Oil steady with eye on Iraq, U.S. refineries
Oil steady with eye on Iraq, U.S. refineries
SINGAPORE (Reuters): Oil market were steady on Friday, consolidating recent gains on concerns over Iraq's oil exports halt and a U.S. warning of potential California refinery outages due to power woes.
At 0705 GMT (2.05 p.m. Jakarta time), benchmark U.S. light sweet crude oil futures were last traded at $29.04 a barrel, levels unchanged from Thursday's settlement, when the market gained 20 cents.
Oil has been in a holding pattern near $29 a barrel since making strong gains on Monday.
The latest move upwards on Thursday came after the U.S. Department of Energy (DOE) said in a report that nearly a quarter of California's gasoline refinery production was at risk of shutting down for up to two weeks if they lose power from expected rolling blackouts.
The report said that some refineries were at risk because they have no back-up generators to produce electricity.
It would take seven to 14 days to return most of the refineries' operating units to full production if they lost power, the DOE said.
This countered some mid-week relief from inventory data which showed rising U.S. gasoline stocks and led some in the market to prematurely banish worries of a summer supply crunch.
Iraq's halt of oil exports in protest over proposed changes to its oil-for-food program with the United Nations also remains a key market concern.
Russia said on Thursday it would not rush into a decision to revamp the Iraqi sanctions, as demanded by the United States and Britain, thereby raising doubts U.N. Security Council could meet its July 3 deadline for a deal.
Baghdad, unhappy over the sanctions revamp issue, has stopped exports since June 4 after the U.N. extended the oil-for-food for only one month instead of the usual six.
Baghdad rejected on Tuesday the latest Anglo-American proposal to modify its resolution on sanctions, meant to ease restrictions on civilian goods imports while cracking down on military goods and oil smuggling.

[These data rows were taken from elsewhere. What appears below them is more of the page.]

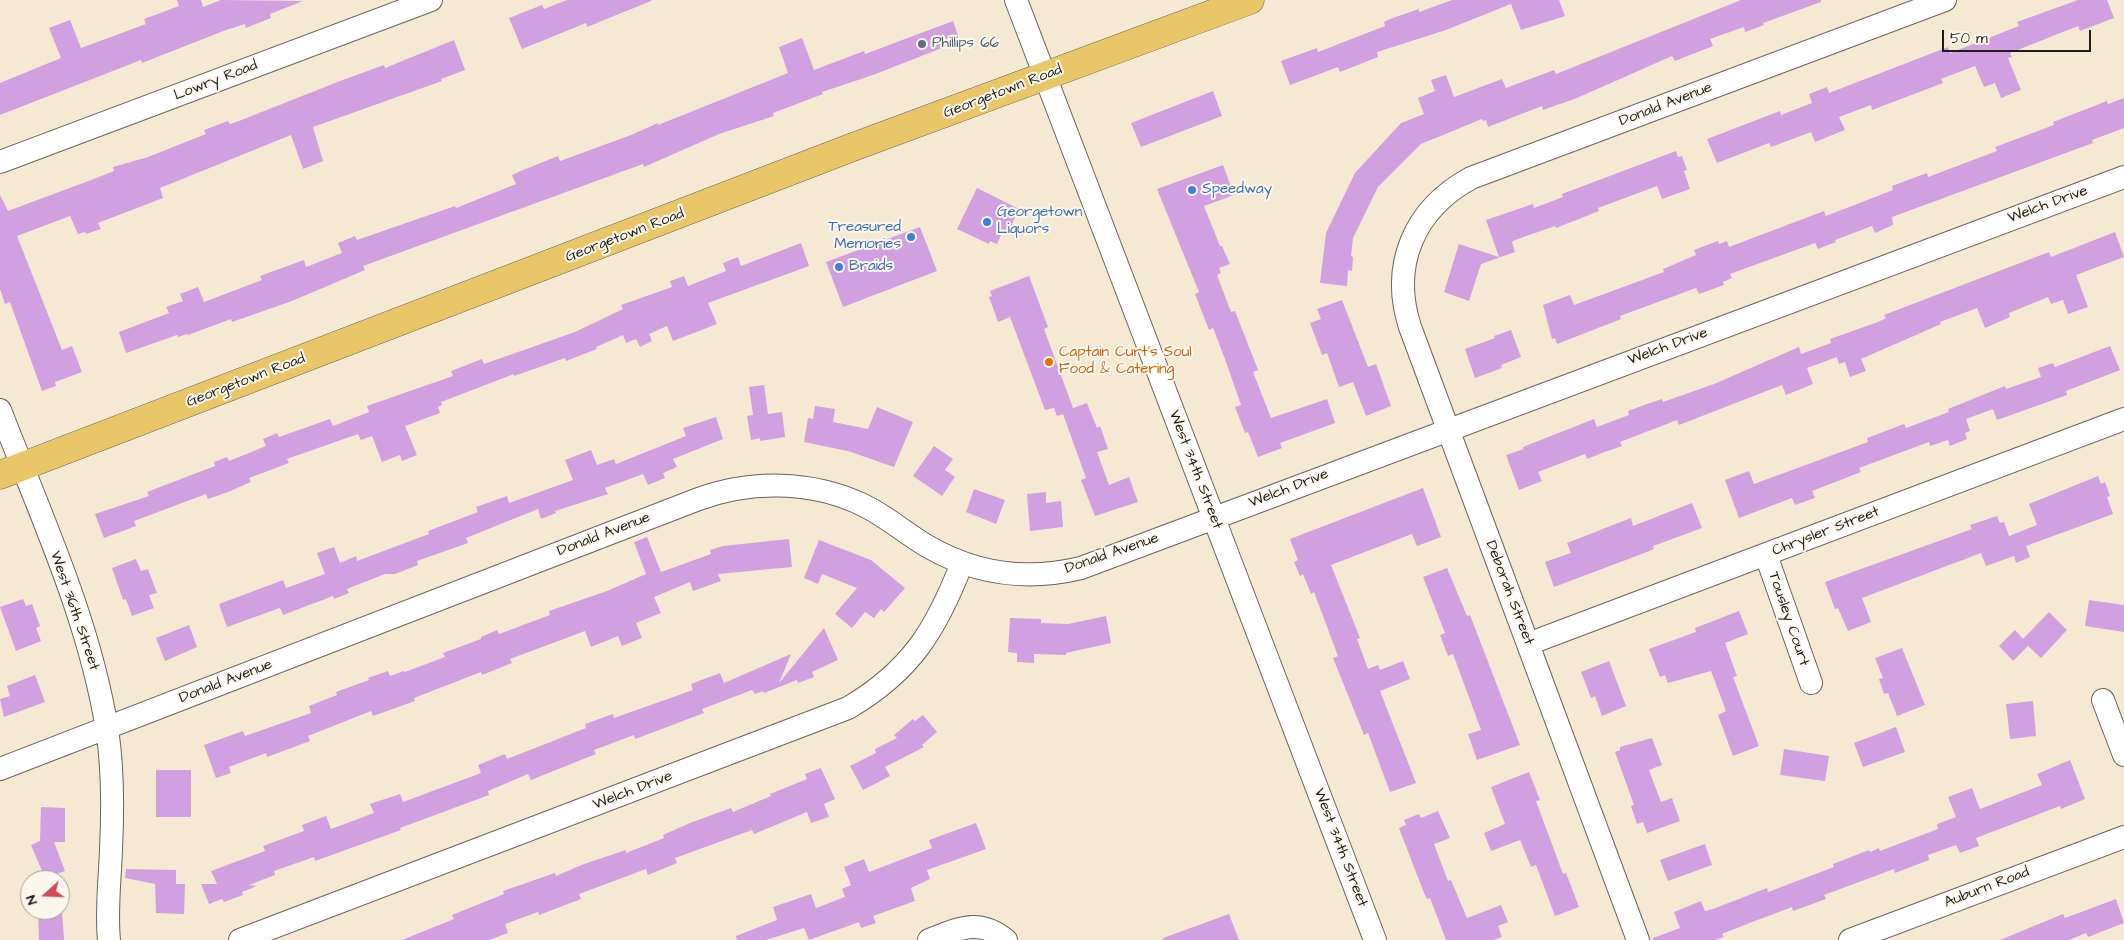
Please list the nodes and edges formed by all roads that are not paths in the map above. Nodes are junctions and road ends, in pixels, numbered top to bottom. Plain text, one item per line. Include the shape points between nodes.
1 (431, 0) edge
2 (1016, 0) edge
3 (1250, 0) edge
4 (1946, 0) edge
5 (1046, 76) junction
6 (0, 162) edge
7 (2124, 177) edge
8 (1411, 242) joint
9 (0, 410) edge
10 (2124, 419) edge
11 (1447, 429) junction
12 (11, 471) edge
13 (1213, 517) junction
14 (1766, 555) junction
15 (962, 563) junction
16 (1528, 644) junction
17 (1811, 683) dead end
18 (2103, 700) dead end
19 (107, 729) junction
20 (2124, 755) edge
21 (0, 769) edge
22 (2124, 837) edge
23 (998, 935) edge
24 (109, 940) edge
25 (240, 940) edge
26 (930, 940) edge
27 (1376, 940) edge
28 (1638, 940) edge
29 (1850, 940) edge

1 - 6 street, Lowry Road
2 - 5 street, West 34th Street
3 - 5 main road, Georgetown Road
4 - 8 street, Donald Avenue via 1471,178 1445,194 1431,208
5 - 12 main road, Georgetown Road
5 - 13 street, West 34th Street
7 - 11 street, Welch Drive
8 - 11 street, Deborah Street via 1402,276 1405,311
9 - 12 street, West 36th Street
10 - 14 street, Chrysler Street
11 - 13 street, Welch Drive
11 - 16 street, Deborah Street
12 - 19 street, West 36th Street via 85,636
13 - 15 street, Donald Avenue via 1099,562 1053,574 997,572
13 - 27 street, West 34th Street
14 - 16 street, Chrysler Street
14 - 17 street, Tousley Court
15 - 19 street, Donald Avenue via 925,545 876,511 842,497 797,487 741,488 696,500
15 - 25 street, Welch Drive via 940,616 919,648 894,676 848,708
16 - 28 street, Deborah Street
18 - 20 street
19 - 21 street, Donald Avenue
19 - 24 street, West 36th Street via 112,793
22 - 29 street, Auburn Road
23 - 26 street via 975,926

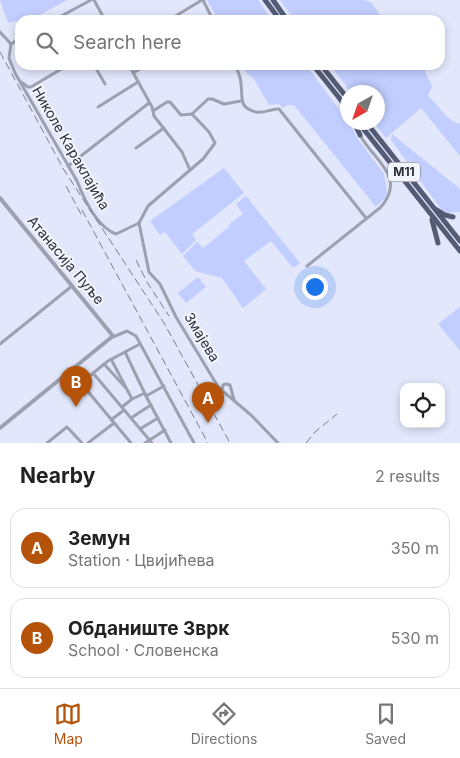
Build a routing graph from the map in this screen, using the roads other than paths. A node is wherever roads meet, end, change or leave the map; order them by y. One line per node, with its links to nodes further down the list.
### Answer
1 (92, 0): 5 (street); 6 (street)
2 (202, 0): 7 (street); 8 (street)
3 (265, 0): 9 (highway)
4 (273, 0): 10 (highway)
5 (66, 14)
6 (101, 15)
7 (177, 15)
8 (210, 15)
9 (276, 15)
10 (284, 15)
11 (0, 32): 13 (street)
12 (15, 41): 13 (street)
13 (11, 44): 22 (street, Николе Караклајића)
14 (60, 70): 22 (street)
15 (97, 70): 24 (street)
16 (131, 70): 21 (street)
17 (139, 70): 21 (street)
18 (237, 70): 27 (street)
19 (317, 70): 26 (highway)
20 (325, 70): 25 (highway)
21 (133, 74): 23 (street)
22 (19, 80): 38 (street, Николе Караклајића)
23 (138, 82): 28 (street); 29 (street)
24 (105, 84)
25 (340, 89)
26 (340, 99)
27 (241, 101): 31 (street); 44 (street)
28 (149, 103): 30 (street); 38 (street)
29 (98, 107)
30 (153, 111): 31 (street); 32 (street)
31 (192, 114): 39 (street)
32 (164, 128): 37 (street); 39 (street)
33 (358, 130): 36 (highway)
34 (362, 130): 42 (highway, M11)
35 (372, 130): 41 (highway, M11)
36 (360, 135): 44 (street)
37 (136, 148)
38 (68, 166): 45 (street, Николе Караклајића)
39 (190, 170): 45 (street)
40 (0, 198): 50 (street, Атанасија Пуље)
41 (430, 204): 43 (highway); 46 (highway, M11)
42 (427, 211): 47 (highway); 48 (highway, M11)
43 (453, 217)
44 (366, 218): 49 (street)
45 (139, 223): 62 (street, Змајева)
46 (460, 241)
47 (438, 243)
48 (460, 251)
49 (306, 266)
50 (72, 286): 51 (street, Атанасија Пуље); 52 (street)
51 (112, 337): 53 (street); 57 (street)
52 (0, 344)
53 (140, 344): 54 (street); 60 (street)
54 (125, 352): 55 (street); 64 (street)
55 (111, 359): 56 (street); 61 (street)
56 (104, 364): 58 (street); 61 (street)
57 (70, 370): 59 (street); 73 (street)
58 (93, 373): 59 (street); 69 (street)
59 (81, 383): 72 (street)
60 (164, 386): 64 (street); 83 (street)
61 (125, 387): 66 (street)
62 (222, 388): 63 (street); 65 (street)
63 (232, 392): 65 (street); 67 (street)
64 (145, 394): 66 (street); 68 (street)
65 (226, 394): 67 (street)
66 (132, 399): 69 (street)
67 (235, 400): 84 (street)
68 (150, 405): 70 (street); 71 (street)
69 (123, 408): 70 (street); 72 (street)
70 (131, 418): 74 (street)
71 (158, 418): 74 (street); 75 (street)
72 (112, 421): 79 (street); 80 (street)
73 (0, 428)
74 (140, 429): 76 (street)
75 (165, 430): 76 (street); 82 (street)
76 (151, 441): 81 (street)
77 (47, 443): 78 (street)
78 (82, 443)
79 (88, 443)
80 (130, 443)
81 (145, 443)
82 (171, 443)
83 (194, 443)
84 (278, 443)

A top U.S. energy official on Thursday warned of low U.S fuel supplies this winter unless Iraq's production is quickly offset by other producers.

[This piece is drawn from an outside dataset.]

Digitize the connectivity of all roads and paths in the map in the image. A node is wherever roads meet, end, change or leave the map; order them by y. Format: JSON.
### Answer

"The recent OPEC meeting and Iraqi cutoff of their oil-for- food exports could result in oil production levels low enough to cause us to enter the fourth quarter with low crude oil and heating oil inventories," said John Cook, director of the Petroleum Division at the DOE's Energy Information Administration, at a congressional hearing.

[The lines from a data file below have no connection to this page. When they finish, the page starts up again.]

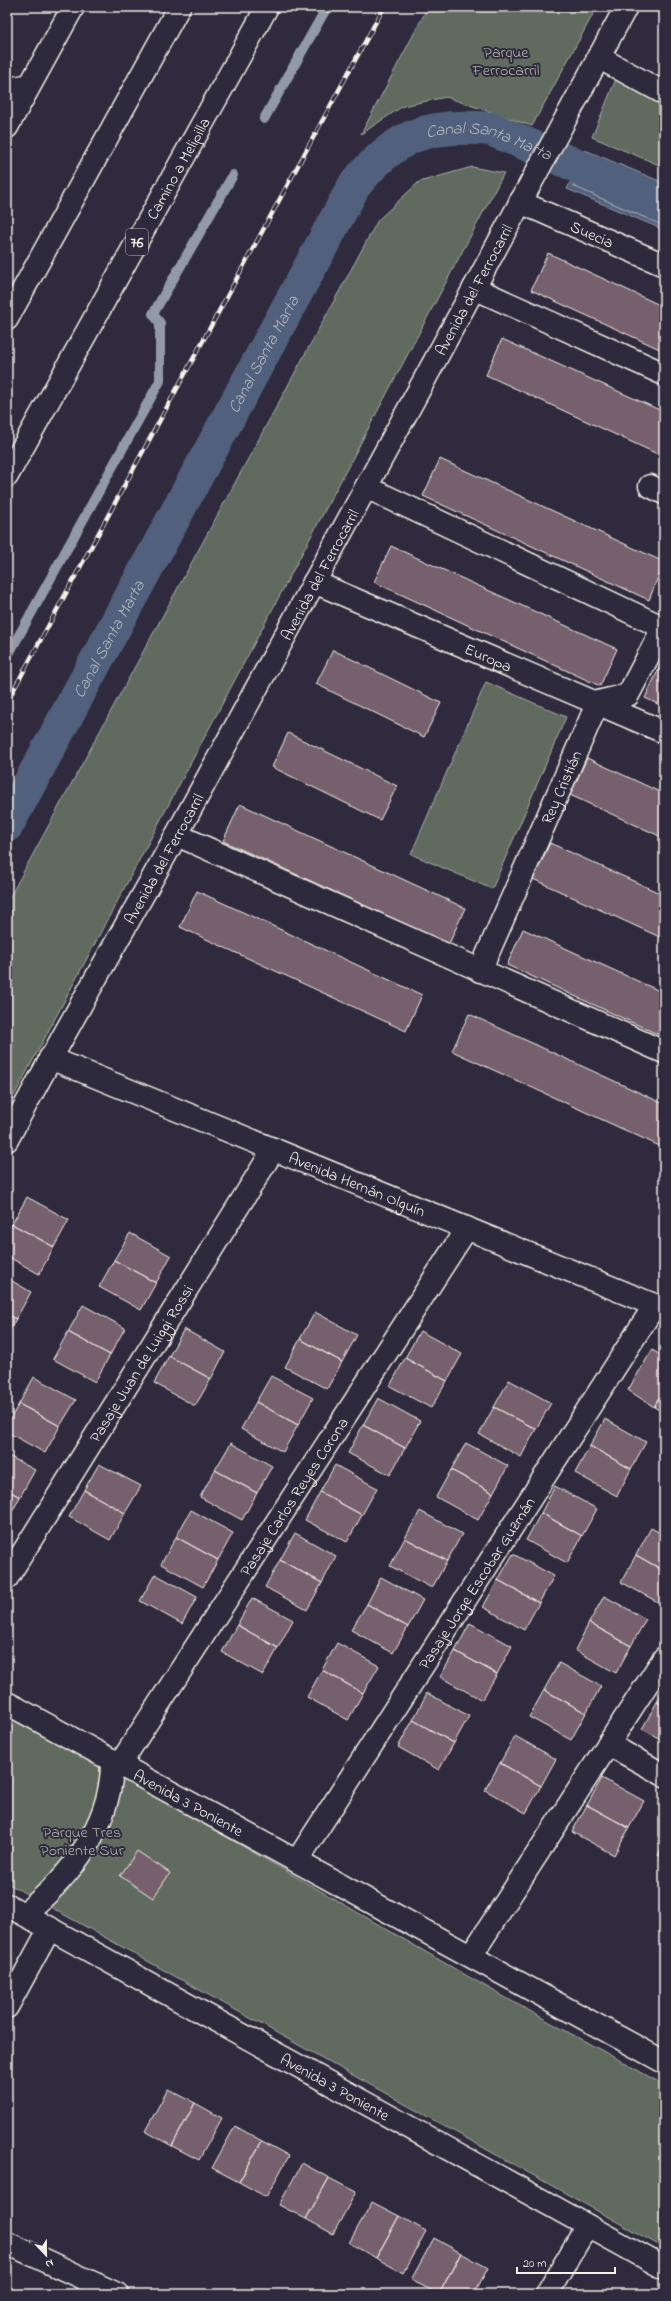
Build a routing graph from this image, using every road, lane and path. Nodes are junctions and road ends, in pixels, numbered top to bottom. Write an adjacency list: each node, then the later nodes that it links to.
1 (73, 7): 6 (street)
2 (179, 7): 13 (street)
3 (267, 7): 15 (street, Camino a Melipilla / 76)
4 (626, 7): 5 (street, Avenida del Ferrocarril)
5 (598, 57): 8 (street); 10 (street, Avenida del Ferrocarril)
6 (31, 83): 7 (lane); 9 (street)
7 (7, 87)
8 (664, 93)
9 (7, 127)
10 (524, 195): 11 (street, Suecia); 12 (street, Avenida del Ferrocarril)
11 (664, 265)
12 (474, 288): 14 (street); 16 (street, Avenida del Ferrocarril)
13 (7, 319)
14 (664, 374)
15 (7, 476)
16 (366, 487): 17 (street, Avenida del Ferrocarril); 18 (street)
17 (314, 582): 19 (street, Europa); 21 (street, Avenida del Ferrocarril)
18 (664, 627): 19 (street)
19 (598, 702): 20 (street, Europa); 22 (street, Rey Cristián)
20 (664, 732)
21 (177, 835): 22 (street); 24 (street, Avenida del Ferrocarril)
22 (480, 971): 23 (street)
23 (664, 1052)
24 (50, 1058): 25 (street, Avenida del Ferrocarril); 26 (street, Avenida Hernán Olguín)
25 (7, 1140)
26 (274, 1149): 27 (street, Avenida Hernán Olguín); 29 (street, Pasaje Juan de Luiggi Rossi)
27 (467, 1228): 28 (street, Avenida Hernán Olguín); 33 (street, Pasaje Carlos Reyes Corona)
28 (659, 1307): 35 (street, Pasaje Jorge Escobar Guzmán)
29 (7, 1578)
30 (664, 1658): 32 (street)
31 (7, 1703): 33 (street, Avenida 3 Poniente)
32 (608, 1744): 34 (street); 38 (street)
33 (116, 1762): 35 (street, Avenida 3 Poniente); 36 (street)
34 (664, 1775)
35 (297, 1861): 38 (street, Avenida 3 Poniente)
36 (15, 1909): 37 (street, Avenida 3 Poniente)
37 (50, 1928): 39 (street); 41 (street, Avenida 3 Poniente)
38 (471, 1956): 40 (street, Avenida 3 Poniente)
39 (7, 2007)
40 (664, 2062)
41 (587, 2226): 43 (street, Avenida 3 Poniente); 45 (street)
42 (7, 2243): 44 (street)
43 (664, 2268)
44 (117, 2294)
45 (548, 2294)

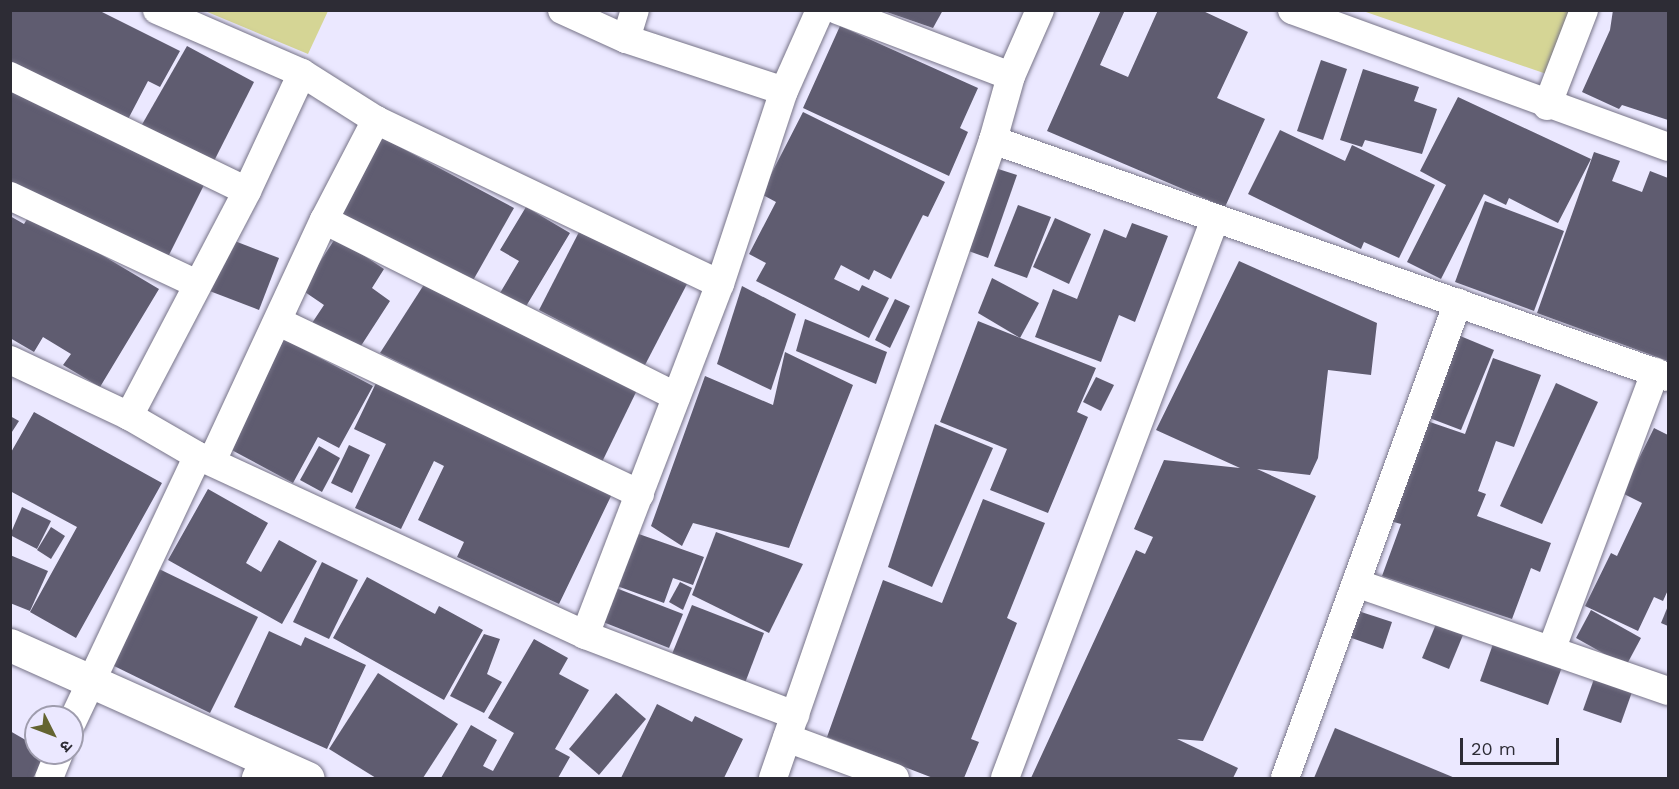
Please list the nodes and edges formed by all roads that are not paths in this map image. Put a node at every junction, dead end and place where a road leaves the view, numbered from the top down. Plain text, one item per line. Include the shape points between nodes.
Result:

OPEC however has played it cool.
The cartel, which controls the bulk of world traded supplies, adopted a wait-and-see stance at its output meeting in Vienna on June 5.
But Qatar's Oil Minister Abdullah bin Hamad al-Attiyah told Reuters on Thursday that the OPEC will respond to any loss from Iraq halting its 2.1 million barrel-per-day crude oil exports, to ensure global supplies are adequate.
"If we see that in July that the market needs more oil, we'll do it for sure," Attiyah said.
Attiyah said U.S. Energy Secretary Spencer Abraham had asked that OPEC raise its production level.
Qatar is the smallest producer within the OPEC grouping.